Gravement blessée à la jambe dans les bombardements qui ont tué les reporters Marie Colvin et Rémi Ochlik au cour de la ville assiégée de Homs, en Syrie, la jeune femme a besoin de soins de toute urgence. Avec plusieurs confrères, elle est recueillie par des insurgés syriens au sein d'un dispensaire de fortune du quartier de Baba Amr. Pris au piège, ils tentent le tout pour le tout pour s'échapper en pleine nuit. Ce livre retrace un parcours hors du commun, dix jours entre la vie et la mort.

Auteur : Édith Bouvier est journaliste, elle a 32 ans. Passionnée par le monde arabe, elle explore les points chauds de la planète.

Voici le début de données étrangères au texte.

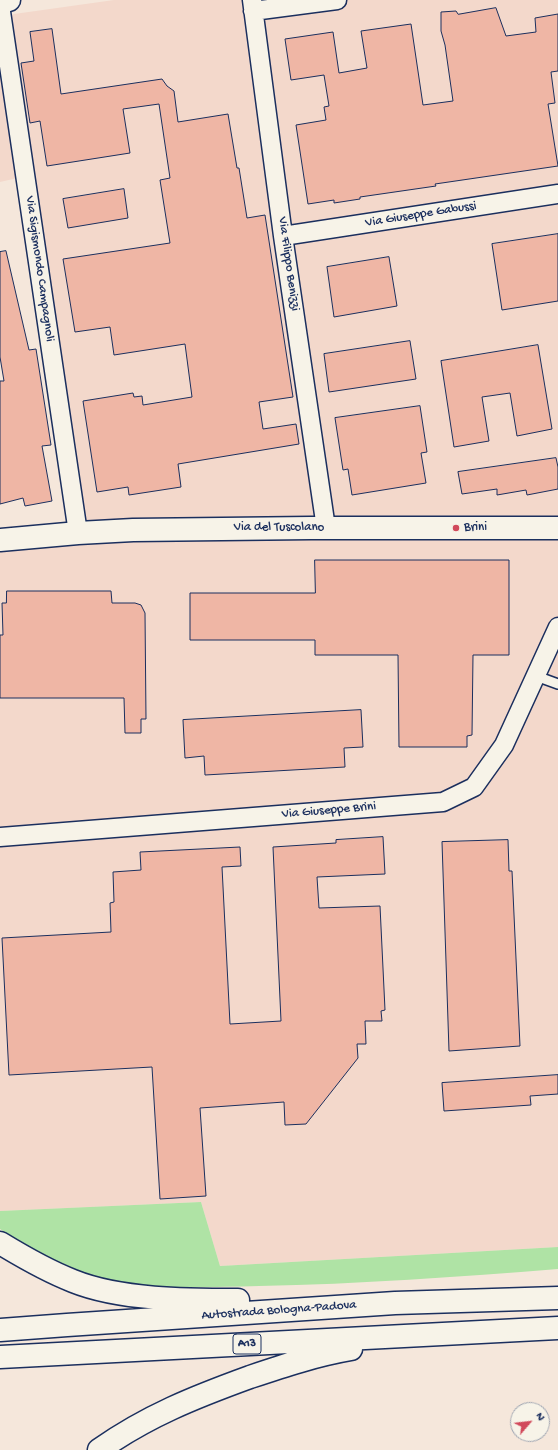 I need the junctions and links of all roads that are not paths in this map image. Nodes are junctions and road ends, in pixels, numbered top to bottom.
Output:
1 (9, 0) edge
2 (337, 0) edge
3 (0, 1) edge
4 (0, 5) edge
5 (252, 5) edge
6 (558, 194) edge
7 (283, 236) junction
8 (326, 528) junction
9 (558, 528) edge
10 (78, 533) junction
11 (0, 540) edge
12 (558, 627) edge
13 (536, 676) junction
14 (558, 684) edge
15 (0, 837) edge
16 (0, 1243) edge
17 (558, 1298) edge
18 (395, 1303) junction
19 (558, 1328) edge
20 (0, 1330) edge
21 (466, 1332) junction
22 (0, 1357) edge
23 (99, 1450) edge

1 - 3 main road
2 - 5 street
4 - 10 street, Via Sigismondo Campagnoli
5 - 7 street, Via Filippo Benizzi
6 - 7 street, Via Giuseppe Gabussi
7 - 8 street, Via Filippo Benizzi
8 - 9 main road, Via del Tuscolano
8 - 10 main road, Via del Tuscolano
10 - 11 main road, Via del Tuscolano
12 - 13 street, Via Giuseppe Brini
13 - 14 lane
13 - 15 street, Via Giuseppe Brini
16 - 18 main road
17 - 18 main road, Autostrada Bologna-Padova
18 - 20 main road, Autostrada Bologna-Padova
19 - 21 main road, A13
21 - 22 main road, A13
21 - 23 main road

Mon avis : (lu en mars 2013)
Vous avez sans doute tous vue à la télé la vidéo d’Édith Bouvier allongée, blessée, qui tentait de rassurer, sa famille et ses amis. C'est le photographe William Daniels qui commente la situation dramatique dans laquelle ils se trouvent en compagnie de Paul Conroy du Sunday Times Magazine, également blessé, et de Javier Espinosa d’El Mundo.

Dans ce livre, Édith nous fait le récit des dix jours qu'elle a vécu en Syrie en février 2012 après le bombardement sur Homs qui a tué les reporters Marie Colvin et Rémi Ochlik et qui l'a gravement blessée à la jambe. Le lecteur découvre de l'intérieur le métier difficile de reporter de guerre et comprend un peu mieux la guerre en Syrie. 
Un témoignage très fort où l'on peut d'être qu'admiratif pour Édith très courageuse et battante malgré sa grave blessure et surtout pour tous les syriens anonymes qui feront tout leur possible même dans des conditions extrêmes pour protéger les journalistes et arriver à les faire sortir du pays.
A la fin du livre, il y a une longue liste de tous les morts syriens tuées à Homs entre le 22 février et le 2 mars, le temps du « séjour » d’Édith c'est très émouvant.
Aujourd’hui, Édith et William témoignent, pour que nous oublions pas tous ces syriens qui continuent de souffrir dans cette horrible guerre. C'est vrai que la communauté internationale est plutôt muette sur le sujet... A découvrir !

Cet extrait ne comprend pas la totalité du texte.